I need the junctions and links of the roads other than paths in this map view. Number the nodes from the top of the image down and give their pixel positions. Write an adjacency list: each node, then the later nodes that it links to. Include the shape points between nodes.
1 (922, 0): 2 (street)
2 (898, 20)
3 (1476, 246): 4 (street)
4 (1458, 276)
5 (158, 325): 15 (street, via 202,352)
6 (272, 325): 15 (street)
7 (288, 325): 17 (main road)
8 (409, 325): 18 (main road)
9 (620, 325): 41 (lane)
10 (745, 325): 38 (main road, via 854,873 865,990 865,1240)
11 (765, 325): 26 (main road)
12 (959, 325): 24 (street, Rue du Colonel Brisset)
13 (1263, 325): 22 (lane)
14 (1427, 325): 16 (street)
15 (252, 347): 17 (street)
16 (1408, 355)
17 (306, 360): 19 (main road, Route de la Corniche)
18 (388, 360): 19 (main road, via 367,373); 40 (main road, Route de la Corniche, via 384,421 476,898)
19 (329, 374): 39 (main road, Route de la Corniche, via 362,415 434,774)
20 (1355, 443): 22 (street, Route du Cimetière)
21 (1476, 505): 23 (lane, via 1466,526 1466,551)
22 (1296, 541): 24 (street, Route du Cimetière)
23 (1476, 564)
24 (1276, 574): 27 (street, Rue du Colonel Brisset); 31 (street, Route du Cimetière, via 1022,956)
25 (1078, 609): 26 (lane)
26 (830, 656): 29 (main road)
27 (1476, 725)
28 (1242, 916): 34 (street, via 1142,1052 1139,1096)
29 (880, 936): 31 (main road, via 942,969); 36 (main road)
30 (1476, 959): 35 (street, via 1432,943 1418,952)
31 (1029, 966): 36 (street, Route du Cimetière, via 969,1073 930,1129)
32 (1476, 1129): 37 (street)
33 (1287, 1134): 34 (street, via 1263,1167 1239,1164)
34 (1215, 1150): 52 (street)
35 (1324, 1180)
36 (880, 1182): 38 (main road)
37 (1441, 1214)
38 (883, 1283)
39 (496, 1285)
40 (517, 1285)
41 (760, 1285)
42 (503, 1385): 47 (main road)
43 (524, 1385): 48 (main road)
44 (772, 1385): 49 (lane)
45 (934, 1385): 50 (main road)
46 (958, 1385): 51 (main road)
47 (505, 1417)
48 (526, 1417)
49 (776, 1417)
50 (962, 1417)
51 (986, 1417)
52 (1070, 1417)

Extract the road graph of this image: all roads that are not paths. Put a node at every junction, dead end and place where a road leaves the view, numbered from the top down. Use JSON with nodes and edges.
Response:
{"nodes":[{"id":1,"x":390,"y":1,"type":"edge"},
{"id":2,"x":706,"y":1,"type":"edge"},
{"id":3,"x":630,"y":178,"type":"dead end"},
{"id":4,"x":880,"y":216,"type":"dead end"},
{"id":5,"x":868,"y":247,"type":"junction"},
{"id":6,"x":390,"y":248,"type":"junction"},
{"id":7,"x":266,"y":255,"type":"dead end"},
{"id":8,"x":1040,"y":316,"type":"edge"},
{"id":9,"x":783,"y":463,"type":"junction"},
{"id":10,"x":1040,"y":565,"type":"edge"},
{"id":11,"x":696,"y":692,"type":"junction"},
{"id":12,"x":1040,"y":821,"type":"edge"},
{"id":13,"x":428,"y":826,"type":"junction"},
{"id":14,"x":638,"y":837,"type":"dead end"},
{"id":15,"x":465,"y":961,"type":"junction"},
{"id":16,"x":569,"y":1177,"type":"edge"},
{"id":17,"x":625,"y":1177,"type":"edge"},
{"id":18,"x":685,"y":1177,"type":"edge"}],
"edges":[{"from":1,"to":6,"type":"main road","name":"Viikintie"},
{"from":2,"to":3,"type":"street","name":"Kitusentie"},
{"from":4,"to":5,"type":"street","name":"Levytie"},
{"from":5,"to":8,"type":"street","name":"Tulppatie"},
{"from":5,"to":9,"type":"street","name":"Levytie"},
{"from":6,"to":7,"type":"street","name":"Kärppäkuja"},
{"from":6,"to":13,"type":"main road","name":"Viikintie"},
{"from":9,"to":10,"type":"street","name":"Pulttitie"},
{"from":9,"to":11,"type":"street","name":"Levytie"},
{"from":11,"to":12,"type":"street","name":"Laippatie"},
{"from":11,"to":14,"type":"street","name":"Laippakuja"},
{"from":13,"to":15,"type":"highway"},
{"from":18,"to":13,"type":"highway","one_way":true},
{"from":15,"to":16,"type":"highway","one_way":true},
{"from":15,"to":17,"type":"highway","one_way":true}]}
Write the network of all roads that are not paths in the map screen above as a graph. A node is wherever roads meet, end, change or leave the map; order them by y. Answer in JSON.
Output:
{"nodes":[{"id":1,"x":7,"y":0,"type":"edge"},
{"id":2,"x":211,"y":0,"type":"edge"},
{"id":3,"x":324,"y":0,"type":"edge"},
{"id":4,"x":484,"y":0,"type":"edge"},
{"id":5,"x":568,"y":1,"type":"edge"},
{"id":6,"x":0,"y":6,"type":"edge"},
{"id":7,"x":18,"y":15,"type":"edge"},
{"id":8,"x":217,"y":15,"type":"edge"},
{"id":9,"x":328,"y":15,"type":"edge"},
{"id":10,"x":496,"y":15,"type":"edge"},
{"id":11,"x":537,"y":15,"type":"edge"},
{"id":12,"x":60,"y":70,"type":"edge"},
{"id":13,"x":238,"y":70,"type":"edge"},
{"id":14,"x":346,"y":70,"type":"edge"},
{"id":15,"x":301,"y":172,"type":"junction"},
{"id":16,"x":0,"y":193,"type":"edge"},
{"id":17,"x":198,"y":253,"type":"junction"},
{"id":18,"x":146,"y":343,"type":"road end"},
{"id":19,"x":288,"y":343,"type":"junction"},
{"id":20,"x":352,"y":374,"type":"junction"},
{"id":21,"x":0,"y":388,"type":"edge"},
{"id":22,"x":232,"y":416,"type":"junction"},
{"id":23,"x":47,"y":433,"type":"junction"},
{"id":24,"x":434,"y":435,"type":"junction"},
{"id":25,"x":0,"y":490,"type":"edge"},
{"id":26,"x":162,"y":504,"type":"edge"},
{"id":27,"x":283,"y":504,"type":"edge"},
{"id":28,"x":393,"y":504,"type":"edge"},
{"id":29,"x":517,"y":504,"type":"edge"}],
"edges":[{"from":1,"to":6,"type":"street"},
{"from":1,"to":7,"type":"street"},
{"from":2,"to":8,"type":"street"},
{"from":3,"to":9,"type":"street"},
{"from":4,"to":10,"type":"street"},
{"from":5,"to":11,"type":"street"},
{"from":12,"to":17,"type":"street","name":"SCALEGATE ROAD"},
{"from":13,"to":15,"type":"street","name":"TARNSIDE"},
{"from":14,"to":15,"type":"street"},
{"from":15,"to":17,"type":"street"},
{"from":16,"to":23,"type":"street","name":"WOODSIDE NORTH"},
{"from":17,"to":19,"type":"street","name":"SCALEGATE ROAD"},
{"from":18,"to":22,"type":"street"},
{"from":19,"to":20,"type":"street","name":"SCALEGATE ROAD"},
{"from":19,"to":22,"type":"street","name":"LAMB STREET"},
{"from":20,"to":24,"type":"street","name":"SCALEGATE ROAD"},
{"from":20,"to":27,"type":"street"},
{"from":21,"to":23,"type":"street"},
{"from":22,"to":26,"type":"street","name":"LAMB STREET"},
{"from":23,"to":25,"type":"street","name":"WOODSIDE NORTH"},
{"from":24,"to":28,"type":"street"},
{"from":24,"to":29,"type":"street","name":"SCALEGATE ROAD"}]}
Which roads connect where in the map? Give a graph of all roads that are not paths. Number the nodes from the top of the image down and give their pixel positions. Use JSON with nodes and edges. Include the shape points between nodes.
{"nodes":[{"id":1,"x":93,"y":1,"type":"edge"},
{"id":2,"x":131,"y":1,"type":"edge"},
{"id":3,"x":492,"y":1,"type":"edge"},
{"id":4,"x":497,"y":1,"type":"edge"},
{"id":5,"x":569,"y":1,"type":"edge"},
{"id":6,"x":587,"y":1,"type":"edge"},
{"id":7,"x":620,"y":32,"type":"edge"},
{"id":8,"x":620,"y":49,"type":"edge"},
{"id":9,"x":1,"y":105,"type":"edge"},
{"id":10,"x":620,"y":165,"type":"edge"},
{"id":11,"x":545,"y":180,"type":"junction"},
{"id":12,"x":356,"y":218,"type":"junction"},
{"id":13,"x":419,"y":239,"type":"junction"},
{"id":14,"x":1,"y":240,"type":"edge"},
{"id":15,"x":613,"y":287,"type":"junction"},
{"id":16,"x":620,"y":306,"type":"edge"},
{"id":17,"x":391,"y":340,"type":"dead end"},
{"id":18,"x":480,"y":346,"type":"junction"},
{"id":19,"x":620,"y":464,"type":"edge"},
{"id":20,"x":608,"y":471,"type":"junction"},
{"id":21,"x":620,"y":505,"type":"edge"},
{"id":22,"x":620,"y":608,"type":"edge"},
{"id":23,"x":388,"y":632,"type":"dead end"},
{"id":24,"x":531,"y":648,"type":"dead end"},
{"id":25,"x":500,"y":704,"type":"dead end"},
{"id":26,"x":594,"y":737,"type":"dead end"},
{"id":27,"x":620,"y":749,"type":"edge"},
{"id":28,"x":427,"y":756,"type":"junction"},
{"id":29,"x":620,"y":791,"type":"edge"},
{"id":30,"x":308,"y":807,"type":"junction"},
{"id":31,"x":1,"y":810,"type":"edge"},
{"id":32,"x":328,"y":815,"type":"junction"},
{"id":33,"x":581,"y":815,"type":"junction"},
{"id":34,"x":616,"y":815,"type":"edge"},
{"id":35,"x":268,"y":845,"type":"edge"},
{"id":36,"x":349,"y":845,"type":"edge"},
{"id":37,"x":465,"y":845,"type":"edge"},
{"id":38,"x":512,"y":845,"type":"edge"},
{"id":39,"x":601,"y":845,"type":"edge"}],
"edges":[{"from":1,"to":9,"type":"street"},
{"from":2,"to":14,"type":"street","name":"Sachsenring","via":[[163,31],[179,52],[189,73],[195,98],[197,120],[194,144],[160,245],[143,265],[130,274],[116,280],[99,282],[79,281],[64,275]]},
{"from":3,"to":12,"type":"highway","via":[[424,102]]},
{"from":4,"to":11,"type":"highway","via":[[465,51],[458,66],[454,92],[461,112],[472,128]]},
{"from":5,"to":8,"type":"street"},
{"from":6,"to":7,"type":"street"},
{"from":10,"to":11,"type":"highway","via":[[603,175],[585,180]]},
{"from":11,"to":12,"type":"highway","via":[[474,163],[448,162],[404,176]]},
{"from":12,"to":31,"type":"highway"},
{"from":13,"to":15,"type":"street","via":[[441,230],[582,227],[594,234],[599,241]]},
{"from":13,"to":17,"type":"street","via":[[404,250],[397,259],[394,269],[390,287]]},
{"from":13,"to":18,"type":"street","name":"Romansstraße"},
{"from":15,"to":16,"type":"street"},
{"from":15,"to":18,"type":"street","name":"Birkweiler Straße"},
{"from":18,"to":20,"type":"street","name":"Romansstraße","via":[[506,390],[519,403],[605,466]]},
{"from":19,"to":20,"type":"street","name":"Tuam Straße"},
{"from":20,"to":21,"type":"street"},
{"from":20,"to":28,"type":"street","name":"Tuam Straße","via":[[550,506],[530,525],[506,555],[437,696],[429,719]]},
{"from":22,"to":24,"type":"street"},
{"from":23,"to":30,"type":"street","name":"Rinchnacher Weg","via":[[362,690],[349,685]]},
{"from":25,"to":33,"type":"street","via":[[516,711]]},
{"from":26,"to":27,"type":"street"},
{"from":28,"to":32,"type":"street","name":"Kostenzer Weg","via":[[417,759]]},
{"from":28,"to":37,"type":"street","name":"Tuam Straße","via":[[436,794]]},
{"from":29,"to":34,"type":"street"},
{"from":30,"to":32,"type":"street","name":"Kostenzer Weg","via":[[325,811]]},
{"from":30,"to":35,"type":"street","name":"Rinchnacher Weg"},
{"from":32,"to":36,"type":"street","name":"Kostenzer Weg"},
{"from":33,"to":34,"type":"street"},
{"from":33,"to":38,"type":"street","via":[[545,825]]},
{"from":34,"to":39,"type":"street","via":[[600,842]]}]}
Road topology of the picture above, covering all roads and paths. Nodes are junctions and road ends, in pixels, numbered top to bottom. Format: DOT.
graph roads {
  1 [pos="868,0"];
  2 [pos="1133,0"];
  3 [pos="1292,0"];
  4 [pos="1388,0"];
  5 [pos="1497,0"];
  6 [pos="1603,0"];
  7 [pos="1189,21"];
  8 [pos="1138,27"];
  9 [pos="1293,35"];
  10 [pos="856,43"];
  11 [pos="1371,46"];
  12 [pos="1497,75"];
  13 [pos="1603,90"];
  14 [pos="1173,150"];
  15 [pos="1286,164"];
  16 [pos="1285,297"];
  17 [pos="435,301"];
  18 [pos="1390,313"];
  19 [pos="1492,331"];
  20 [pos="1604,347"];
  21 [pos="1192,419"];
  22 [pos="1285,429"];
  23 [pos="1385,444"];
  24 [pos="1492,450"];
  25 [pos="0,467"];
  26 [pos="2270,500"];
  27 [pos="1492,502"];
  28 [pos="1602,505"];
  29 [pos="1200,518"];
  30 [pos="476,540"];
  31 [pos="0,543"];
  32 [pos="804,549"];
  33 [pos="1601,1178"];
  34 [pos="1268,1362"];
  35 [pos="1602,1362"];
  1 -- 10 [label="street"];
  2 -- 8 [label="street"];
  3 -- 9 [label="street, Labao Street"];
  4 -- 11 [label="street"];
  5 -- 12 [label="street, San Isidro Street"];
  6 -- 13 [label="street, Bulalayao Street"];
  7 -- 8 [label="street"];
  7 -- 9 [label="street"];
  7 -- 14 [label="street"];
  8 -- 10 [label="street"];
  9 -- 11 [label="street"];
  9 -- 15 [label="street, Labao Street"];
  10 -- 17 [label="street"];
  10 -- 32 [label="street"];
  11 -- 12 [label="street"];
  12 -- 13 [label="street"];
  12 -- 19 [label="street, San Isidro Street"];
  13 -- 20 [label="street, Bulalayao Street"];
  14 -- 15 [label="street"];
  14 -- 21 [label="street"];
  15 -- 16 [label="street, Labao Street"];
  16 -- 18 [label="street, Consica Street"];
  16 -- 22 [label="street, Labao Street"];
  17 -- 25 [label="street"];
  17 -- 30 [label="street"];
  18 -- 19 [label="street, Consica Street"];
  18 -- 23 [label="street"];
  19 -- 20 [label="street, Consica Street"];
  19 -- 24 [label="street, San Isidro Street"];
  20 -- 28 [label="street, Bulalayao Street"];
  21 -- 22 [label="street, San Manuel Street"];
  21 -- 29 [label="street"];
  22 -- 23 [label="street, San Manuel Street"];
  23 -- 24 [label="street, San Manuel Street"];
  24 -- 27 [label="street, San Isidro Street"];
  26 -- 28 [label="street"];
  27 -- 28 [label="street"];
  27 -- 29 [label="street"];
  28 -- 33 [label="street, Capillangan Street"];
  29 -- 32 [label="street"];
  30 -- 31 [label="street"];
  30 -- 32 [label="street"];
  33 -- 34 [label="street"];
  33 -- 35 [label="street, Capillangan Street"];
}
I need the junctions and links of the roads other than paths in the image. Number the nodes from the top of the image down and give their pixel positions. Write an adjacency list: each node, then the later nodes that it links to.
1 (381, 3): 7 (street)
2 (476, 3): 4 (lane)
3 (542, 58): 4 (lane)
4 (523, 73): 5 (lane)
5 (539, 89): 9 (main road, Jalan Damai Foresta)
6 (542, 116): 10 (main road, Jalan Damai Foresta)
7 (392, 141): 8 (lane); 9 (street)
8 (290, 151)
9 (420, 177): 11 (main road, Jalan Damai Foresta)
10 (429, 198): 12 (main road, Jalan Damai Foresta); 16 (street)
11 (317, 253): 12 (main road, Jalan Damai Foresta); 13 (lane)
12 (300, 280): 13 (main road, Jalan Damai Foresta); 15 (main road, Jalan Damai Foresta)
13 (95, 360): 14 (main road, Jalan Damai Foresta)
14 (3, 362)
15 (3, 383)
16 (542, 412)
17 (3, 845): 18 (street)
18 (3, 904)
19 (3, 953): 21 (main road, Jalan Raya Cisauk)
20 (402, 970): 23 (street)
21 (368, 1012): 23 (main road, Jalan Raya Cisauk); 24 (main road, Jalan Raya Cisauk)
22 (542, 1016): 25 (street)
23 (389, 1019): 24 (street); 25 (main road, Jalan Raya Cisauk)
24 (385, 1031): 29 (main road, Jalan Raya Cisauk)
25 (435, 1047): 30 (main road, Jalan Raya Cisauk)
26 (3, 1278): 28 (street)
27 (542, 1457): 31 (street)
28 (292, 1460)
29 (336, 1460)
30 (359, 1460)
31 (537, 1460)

◆ TASK TO COMPLETE
Using the material, show each line where the string "above" can be found.

◆ ANSWER SPACE
Write the network of all roads that are not paths in the map screen above as a graph. A node is wherever roads meet, end, change or leave the map; order them by y. Answer in JSON.
Road topology of the picture above, covering all roads and paths. Nodes are junctions and road ends, in pixels, numbered top to bottom. Format: DOT.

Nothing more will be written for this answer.